Alas, she was held to this underwater castle—which, in her opinion, was more like a prison. The ceiling in the castle was so tall that she had to crane her neck all the way back to even catch a glimpse. And from this tall maximum, garlands of pearls hung. If someone swam up close enough to the ceiling, they could touch the soft beauties and marvel at their delicious coolness. The pearls were always a few degrees cooler than the current temperature. But the king did not allow such vulgar behavior. Subjects, including his one daughter which he treasured, were supposed to listen to the king’s words. And they did.

In the doorway of this special daughter’s bedroom, long strands of pastel colored seaweed hung in the doorway to give her privacy. Next to her bed but on the floor was a conch shell, to be used for calling her maid over. A few dresses spun from harvested seaweed, which when spun felt softer than silk and had a more liquid quality than satin, laid on the large shell-studded bed. In the dresser were more dresses—dresses were not vulgar by the king’s standards—which were of almost every color imaginable. Yet on the bed the only color of abandoned dresses were earthen tones of green and brown. The blue dresses were shoved into the farthest, deepest corner of the dresser.

The jewelry was pristine in its coral case.

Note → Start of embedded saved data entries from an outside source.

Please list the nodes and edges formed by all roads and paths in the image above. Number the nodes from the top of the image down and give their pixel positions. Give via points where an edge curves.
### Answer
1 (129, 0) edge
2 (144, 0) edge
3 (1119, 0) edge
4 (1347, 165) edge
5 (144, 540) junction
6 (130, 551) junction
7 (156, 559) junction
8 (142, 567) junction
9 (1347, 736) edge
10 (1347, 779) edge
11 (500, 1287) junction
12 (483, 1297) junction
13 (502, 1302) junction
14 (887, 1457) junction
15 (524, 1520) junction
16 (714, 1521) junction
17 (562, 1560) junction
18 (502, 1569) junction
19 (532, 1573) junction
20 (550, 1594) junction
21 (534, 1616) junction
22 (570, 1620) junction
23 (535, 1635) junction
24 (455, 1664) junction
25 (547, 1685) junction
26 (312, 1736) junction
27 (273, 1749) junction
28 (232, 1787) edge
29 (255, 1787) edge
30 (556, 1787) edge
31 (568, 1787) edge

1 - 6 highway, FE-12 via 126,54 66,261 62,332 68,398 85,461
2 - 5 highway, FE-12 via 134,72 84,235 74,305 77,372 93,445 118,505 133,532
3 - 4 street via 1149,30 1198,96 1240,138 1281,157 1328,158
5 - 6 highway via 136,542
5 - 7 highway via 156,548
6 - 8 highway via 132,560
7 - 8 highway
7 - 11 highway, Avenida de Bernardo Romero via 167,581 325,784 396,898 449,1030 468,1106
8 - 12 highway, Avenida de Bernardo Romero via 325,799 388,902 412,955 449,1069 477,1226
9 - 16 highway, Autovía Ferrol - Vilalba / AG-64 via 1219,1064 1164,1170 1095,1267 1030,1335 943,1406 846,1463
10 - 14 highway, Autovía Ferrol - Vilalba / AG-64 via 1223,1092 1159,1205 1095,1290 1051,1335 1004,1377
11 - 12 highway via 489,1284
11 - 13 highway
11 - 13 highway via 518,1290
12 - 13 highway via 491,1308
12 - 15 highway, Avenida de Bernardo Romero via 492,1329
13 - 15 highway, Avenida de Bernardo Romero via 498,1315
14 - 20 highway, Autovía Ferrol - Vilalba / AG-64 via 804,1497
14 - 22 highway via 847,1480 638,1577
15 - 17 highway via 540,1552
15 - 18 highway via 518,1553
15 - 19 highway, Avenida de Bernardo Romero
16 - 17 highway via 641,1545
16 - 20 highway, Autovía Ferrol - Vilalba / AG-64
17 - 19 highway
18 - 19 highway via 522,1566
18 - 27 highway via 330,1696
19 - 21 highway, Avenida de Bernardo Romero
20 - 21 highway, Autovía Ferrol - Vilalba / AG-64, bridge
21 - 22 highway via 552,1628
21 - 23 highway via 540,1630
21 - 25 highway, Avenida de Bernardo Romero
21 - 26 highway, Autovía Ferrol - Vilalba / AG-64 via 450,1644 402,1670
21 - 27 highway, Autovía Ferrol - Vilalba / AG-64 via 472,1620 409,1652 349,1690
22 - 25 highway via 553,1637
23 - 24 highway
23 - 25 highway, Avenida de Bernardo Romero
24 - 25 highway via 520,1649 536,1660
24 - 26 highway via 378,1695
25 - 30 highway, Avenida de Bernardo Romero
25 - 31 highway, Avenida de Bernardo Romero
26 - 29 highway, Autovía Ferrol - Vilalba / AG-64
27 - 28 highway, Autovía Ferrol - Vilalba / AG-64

There were all kinds of jewelry imaginable—pearls and coral and shells and rainbow scales and the envied jewels dropped on accident by the Landers above. She herself could have been called a jewel dropped on accident by some Landers because of how much she longed to be with them. It was hard to distinguish whether it was the land she was in love with or if she was enamored by the idea of loving land.